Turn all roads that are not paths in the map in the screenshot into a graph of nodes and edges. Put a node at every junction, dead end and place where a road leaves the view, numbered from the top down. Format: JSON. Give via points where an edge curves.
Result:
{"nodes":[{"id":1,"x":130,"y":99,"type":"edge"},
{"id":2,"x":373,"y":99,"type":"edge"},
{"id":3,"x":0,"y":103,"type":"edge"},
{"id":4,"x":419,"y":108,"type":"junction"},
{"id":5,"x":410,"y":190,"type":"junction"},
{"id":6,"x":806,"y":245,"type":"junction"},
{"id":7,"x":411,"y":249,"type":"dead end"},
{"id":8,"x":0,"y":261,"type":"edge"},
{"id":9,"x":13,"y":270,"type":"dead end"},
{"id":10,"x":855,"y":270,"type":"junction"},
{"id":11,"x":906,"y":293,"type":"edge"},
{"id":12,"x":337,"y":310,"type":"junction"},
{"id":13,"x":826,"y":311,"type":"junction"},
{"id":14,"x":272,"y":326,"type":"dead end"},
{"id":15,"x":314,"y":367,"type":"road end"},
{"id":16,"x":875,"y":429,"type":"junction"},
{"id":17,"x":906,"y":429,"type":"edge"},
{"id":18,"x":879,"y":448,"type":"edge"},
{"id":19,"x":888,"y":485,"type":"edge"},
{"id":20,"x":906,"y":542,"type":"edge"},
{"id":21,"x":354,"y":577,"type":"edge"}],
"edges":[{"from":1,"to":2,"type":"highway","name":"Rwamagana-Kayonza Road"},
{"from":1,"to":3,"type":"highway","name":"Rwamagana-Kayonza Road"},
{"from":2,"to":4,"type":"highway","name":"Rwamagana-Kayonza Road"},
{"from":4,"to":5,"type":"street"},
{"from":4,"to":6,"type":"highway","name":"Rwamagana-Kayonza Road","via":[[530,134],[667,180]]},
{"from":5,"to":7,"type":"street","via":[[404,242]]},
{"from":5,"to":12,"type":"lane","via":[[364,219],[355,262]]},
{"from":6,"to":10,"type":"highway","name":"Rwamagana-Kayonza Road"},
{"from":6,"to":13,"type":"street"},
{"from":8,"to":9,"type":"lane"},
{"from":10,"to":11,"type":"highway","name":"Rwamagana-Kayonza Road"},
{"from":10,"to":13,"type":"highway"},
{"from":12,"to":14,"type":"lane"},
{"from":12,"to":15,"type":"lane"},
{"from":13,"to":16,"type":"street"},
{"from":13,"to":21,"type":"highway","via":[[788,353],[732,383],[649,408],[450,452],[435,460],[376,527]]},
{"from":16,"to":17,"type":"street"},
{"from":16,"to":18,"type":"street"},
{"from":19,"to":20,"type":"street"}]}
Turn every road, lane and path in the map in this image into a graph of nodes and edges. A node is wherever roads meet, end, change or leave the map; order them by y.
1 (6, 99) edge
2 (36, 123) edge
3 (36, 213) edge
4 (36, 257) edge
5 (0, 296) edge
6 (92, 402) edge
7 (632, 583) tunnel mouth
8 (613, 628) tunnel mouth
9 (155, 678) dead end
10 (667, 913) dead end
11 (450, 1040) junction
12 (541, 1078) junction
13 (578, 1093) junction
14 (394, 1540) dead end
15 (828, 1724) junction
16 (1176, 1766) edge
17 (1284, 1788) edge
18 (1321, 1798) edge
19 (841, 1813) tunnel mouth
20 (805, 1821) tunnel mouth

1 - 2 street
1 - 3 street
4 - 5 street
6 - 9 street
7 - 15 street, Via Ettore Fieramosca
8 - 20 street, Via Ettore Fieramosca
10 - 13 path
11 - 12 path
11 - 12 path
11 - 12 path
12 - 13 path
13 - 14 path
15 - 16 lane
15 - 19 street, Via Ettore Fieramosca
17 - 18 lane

---+---

_WHAT TO WORK ON_
Looking over the records, find each line with the word "roads" and copy it.

_THE ANSWER_
Turn all roads that are not paths in the map in the screenshot into a graph of nodes and edges. Put a node at every junction, dead end and place where a road leaves the view, numbered from the top down. Format: JSON. Give via points where an edge curves.
Turn every road, lane and path in the map in this image into a graph of nodes and edges. A node is wherever roads meet, end, change or leave the map; order them by y.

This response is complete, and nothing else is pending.